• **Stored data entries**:
-- Opening Marker --
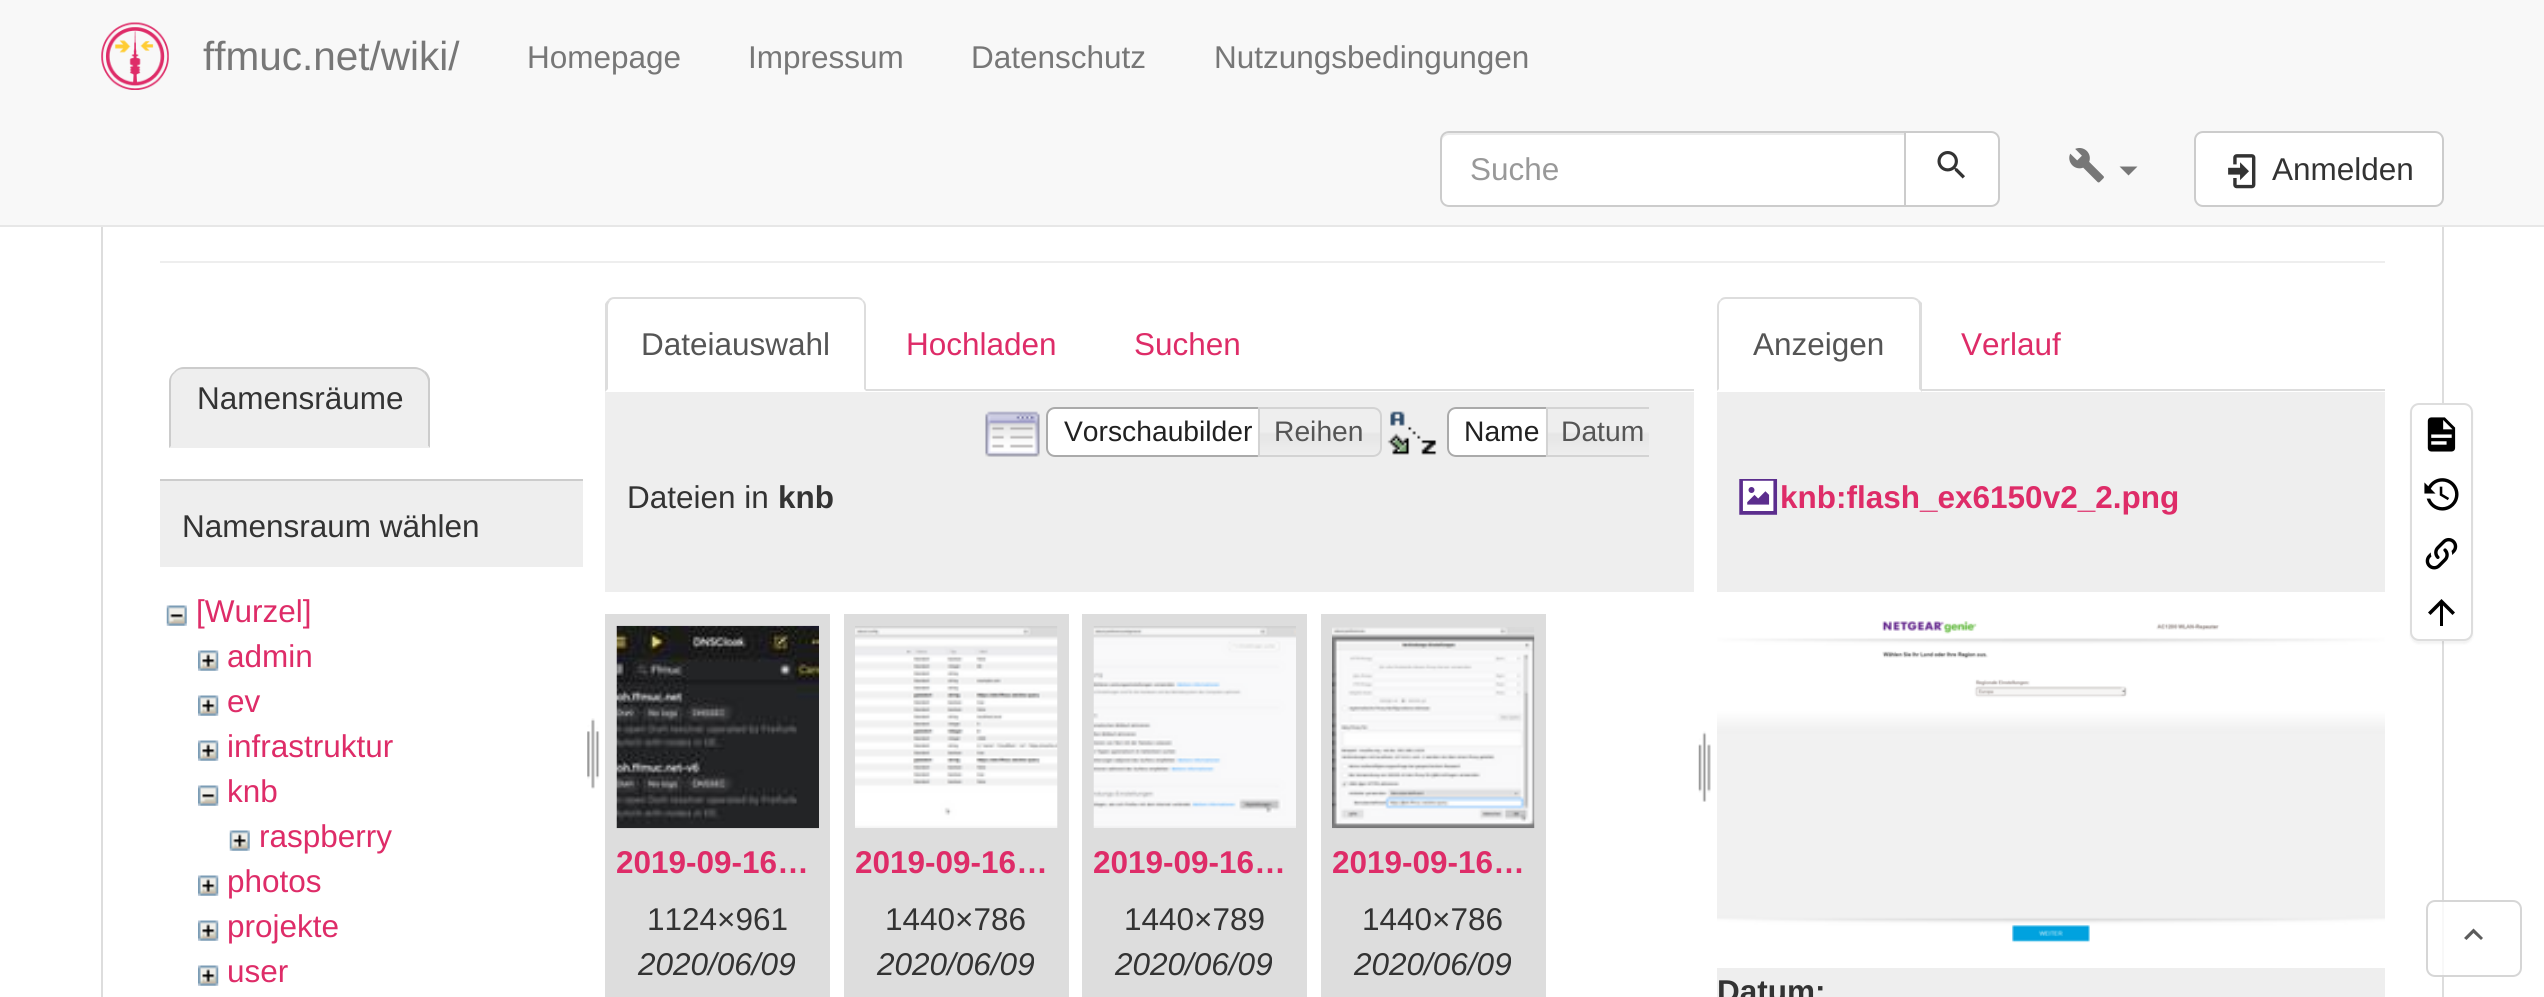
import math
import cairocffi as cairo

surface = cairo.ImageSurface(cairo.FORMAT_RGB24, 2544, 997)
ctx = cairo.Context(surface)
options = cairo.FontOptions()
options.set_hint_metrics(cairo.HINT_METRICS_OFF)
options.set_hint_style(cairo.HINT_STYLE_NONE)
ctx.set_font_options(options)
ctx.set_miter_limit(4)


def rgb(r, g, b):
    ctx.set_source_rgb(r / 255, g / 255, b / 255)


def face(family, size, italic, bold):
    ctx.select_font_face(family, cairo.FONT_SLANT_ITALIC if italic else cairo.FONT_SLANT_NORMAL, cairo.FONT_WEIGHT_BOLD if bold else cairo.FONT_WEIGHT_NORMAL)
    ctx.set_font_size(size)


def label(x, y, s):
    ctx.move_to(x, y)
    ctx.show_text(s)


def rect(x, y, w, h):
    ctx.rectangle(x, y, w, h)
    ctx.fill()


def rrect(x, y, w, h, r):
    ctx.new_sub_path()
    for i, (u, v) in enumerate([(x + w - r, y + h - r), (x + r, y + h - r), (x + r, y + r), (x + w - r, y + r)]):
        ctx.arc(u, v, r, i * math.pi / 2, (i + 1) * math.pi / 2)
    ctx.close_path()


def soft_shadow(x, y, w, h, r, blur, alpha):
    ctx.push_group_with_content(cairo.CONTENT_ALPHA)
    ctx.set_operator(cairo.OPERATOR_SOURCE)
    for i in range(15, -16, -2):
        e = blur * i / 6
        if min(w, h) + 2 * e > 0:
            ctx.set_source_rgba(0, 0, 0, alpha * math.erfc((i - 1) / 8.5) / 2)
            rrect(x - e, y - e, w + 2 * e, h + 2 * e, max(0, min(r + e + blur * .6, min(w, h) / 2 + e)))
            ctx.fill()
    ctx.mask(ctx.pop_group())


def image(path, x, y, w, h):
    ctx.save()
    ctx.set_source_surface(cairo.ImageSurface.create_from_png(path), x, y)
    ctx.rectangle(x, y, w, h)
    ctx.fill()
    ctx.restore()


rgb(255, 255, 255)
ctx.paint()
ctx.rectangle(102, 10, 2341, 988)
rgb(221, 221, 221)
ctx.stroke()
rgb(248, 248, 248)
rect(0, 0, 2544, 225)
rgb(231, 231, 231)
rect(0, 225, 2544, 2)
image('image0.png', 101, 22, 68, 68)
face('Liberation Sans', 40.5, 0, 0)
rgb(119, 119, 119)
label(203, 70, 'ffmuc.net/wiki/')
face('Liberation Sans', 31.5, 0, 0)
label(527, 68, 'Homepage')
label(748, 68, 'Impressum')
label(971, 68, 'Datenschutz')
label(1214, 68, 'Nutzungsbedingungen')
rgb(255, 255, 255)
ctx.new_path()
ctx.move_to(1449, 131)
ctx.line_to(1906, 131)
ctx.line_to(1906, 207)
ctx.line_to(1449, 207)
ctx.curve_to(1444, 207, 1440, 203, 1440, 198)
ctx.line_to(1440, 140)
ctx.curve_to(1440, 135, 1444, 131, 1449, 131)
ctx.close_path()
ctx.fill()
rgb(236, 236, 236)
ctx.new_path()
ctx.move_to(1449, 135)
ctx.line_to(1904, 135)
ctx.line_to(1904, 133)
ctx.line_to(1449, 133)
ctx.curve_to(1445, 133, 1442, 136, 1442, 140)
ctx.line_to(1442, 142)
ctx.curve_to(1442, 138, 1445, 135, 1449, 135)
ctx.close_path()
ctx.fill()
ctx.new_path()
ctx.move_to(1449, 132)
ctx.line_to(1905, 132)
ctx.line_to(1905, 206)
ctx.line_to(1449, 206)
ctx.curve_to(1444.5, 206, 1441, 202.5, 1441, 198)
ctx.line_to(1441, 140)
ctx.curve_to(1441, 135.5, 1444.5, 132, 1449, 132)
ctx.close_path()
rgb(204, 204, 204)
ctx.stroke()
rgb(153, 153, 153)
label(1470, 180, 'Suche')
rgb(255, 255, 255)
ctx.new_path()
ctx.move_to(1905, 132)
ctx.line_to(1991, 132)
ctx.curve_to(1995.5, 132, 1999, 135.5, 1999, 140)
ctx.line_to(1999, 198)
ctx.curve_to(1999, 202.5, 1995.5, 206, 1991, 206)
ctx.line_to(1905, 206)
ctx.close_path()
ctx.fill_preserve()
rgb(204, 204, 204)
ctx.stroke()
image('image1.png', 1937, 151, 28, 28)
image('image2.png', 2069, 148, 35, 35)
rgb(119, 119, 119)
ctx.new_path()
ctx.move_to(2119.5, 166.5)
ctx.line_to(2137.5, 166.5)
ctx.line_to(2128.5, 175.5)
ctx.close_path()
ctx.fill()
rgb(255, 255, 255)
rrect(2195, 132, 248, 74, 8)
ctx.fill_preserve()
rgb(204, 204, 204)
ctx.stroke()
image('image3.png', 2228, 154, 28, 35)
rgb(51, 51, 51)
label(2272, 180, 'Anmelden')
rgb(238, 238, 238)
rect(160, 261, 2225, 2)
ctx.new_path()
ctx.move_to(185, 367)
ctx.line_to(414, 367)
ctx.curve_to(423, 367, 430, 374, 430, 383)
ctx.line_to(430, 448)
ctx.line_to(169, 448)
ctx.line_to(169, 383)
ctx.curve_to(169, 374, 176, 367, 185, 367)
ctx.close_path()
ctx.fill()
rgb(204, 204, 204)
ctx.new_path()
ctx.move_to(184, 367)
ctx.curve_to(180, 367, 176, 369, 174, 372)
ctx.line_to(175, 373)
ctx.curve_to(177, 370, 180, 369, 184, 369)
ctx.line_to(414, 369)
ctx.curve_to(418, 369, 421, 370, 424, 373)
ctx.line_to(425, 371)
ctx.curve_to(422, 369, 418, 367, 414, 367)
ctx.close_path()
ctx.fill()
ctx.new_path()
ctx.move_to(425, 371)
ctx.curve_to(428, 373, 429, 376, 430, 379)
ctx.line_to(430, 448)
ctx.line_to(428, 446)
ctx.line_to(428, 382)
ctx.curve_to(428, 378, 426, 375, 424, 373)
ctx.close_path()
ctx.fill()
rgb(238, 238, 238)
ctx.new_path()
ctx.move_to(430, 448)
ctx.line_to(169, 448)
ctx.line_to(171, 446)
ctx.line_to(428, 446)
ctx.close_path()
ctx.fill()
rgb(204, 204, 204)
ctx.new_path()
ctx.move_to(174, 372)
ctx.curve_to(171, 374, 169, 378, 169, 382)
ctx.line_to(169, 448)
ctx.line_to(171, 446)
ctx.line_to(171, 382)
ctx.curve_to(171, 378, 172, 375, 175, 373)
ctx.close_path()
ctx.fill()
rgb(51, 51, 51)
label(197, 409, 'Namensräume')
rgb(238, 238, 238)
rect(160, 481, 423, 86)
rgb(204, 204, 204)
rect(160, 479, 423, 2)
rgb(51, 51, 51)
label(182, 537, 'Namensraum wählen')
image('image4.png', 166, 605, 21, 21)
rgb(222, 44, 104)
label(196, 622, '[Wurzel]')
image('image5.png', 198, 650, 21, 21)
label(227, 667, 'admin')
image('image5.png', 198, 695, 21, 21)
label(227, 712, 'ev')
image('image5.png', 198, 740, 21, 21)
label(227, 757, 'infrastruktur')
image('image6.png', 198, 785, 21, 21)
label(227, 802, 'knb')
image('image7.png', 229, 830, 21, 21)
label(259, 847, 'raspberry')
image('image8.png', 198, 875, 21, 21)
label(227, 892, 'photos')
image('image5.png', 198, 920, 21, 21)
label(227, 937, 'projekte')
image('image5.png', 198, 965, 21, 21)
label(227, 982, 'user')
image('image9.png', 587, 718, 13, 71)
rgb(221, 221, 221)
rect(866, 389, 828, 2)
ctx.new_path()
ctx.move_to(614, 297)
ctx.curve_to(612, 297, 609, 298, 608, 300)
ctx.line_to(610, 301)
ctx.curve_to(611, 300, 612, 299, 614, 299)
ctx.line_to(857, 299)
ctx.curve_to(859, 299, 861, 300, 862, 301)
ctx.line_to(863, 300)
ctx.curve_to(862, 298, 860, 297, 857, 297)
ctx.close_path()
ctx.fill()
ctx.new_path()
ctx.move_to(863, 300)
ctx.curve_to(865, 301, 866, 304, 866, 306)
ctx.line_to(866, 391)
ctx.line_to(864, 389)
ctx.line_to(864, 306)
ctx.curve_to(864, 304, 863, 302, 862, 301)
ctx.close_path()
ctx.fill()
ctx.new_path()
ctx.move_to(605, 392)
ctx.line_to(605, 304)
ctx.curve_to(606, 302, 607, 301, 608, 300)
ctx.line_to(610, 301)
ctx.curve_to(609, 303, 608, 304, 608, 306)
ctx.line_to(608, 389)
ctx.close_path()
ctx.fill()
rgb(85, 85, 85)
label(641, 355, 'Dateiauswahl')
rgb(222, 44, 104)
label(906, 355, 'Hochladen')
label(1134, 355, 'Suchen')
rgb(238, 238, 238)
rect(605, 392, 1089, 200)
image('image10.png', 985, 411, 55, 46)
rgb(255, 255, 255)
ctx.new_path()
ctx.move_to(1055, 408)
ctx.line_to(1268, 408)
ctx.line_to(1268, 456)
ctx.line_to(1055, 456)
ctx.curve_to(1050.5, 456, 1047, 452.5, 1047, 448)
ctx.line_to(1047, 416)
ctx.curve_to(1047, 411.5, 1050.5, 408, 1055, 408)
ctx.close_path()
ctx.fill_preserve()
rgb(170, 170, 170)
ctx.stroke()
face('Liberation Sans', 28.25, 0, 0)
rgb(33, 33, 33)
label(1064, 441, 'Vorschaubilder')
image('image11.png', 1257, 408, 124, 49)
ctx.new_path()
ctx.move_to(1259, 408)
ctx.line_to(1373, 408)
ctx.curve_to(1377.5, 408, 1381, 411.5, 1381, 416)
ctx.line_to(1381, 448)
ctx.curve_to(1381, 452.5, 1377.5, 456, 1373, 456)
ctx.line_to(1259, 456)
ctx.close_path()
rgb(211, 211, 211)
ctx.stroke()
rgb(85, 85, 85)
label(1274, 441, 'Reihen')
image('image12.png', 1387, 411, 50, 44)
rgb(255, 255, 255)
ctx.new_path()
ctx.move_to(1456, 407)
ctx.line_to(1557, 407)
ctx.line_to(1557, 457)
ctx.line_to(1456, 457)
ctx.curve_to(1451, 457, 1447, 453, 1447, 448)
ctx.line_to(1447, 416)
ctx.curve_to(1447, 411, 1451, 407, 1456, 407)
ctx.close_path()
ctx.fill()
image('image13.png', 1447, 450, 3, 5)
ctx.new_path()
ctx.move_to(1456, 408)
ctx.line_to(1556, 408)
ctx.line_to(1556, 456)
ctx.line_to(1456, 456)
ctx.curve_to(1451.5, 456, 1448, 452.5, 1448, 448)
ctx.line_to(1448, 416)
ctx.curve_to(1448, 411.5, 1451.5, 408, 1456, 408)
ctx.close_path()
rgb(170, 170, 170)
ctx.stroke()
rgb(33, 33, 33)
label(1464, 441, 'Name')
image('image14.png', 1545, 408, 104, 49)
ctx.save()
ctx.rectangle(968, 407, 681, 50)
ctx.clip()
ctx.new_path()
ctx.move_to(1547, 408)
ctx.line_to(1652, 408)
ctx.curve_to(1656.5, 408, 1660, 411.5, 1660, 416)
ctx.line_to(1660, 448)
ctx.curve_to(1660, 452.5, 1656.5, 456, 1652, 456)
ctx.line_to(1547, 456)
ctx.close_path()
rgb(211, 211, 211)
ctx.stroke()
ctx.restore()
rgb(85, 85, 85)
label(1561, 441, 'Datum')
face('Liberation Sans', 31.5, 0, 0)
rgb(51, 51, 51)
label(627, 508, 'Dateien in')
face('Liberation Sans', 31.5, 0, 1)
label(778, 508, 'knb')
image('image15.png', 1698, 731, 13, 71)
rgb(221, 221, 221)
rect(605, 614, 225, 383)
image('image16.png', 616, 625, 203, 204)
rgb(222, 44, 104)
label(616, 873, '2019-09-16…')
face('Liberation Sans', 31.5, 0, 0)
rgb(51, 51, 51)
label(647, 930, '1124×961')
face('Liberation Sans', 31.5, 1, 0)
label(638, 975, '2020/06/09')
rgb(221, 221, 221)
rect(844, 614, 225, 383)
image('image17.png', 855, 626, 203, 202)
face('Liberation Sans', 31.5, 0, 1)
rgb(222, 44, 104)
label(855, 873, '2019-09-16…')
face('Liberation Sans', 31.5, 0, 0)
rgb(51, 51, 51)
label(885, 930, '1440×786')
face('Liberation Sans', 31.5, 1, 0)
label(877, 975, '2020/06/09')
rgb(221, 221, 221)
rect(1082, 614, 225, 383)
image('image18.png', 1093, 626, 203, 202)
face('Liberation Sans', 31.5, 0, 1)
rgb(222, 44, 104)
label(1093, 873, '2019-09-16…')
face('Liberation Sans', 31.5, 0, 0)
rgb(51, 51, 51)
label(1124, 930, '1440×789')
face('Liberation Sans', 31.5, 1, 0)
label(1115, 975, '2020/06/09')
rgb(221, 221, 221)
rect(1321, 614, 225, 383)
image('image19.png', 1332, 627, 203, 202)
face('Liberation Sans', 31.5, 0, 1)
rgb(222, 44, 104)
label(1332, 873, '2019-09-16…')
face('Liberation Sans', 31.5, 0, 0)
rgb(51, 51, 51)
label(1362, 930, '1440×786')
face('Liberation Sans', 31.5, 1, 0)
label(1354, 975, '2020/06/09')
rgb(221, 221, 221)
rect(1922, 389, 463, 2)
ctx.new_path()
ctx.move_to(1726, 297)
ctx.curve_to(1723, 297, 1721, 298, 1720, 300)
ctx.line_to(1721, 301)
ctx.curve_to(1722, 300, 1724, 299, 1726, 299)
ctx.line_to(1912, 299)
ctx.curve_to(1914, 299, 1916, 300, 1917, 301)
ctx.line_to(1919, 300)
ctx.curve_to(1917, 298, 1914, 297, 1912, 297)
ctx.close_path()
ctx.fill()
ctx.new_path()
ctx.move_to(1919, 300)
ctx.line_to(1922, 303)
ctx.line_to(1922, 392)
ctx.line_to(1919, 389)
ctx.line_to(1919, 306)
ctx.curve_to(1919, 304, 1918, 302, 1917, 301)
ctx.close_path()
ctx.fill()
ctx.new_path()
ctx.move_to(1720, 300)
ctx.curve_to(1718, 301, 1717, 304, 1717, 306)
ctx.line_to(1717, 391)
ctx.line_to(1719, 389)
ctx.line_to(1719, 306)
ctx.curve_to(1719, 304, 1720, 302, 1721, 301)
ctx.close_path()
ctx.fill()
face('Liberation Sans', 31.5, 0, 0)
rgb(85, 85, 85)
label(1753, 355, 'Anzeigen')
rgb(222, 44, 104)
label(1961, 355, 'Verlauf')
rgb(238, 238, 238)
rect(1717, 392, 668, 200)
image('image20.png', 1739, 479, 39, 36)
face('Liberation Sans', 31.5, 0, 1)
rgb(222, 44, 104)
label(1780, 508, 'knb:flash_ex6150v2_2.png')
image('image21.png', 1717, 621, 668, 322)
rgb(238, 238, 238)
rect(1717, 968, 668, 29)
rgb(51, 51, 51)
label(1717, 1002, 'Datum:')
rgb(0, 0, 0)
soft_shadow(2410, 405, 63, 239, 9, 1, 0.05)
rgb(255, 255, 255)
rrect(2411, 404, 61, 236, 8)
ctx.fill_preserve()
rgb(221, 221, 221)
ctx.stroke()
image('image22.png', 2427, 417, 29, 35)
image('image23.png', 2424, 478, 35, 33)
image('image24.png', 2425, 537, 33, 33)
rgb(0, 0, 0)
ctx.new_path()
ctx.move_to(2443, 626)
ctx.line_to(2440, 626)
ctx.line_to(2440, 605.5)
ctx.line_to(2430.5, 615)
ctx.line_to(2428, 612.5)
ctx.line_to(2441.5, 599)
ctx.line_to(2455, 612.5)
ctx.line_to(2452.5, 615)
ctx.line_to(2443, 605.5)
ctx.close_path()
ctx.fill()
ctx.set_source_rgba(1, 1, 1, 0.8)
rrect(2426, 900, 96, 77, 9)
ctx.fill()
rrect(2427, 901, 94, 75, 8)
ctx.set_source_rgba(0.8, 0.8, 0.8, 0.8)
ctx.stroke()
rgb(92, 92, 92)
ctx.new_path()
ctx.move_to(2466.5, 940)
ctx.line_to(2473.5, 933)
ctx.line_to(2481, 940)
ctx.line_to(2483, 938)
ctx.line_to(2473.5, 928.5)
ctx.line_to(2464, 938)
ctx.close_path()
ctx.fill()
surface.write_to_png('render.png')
-- Closing Marker --
• **WORK ORDER**:
All lines in the records with the string "cairo" should be copied out.

• **SOLUTION TO THIS PROBLEM**:
import cairocffi as cairo
surface = cairo.ImageSurface(cairo.FORMAT_RGB24, 2544, 997)
ctx = cairo.Context(surface)
options = cairo.FontOptions()
options.set_hint_metrics(cairo.HINT_METRICS_OFF)
options.set_hint_style(cairo.HINT_STYLE_NONE)
    ctx.select_font_face(family, cairo.FONT_SLANT_ITALIC if italic else cairo.FONT_SLANT_NORMAL, cairo.FONT_WEIGHT_BOLD if bold else cairo.FONT_WEIGHT_NORMAL)
    ctx.push_group_with_content(cairo.CONTENT_ALPHA)
    ctx.set_operator(cairo.OPERATOR_SOURCE)
    ctx.set_source_surface(cairo.ImageSurface.create_from_png(path), x, y)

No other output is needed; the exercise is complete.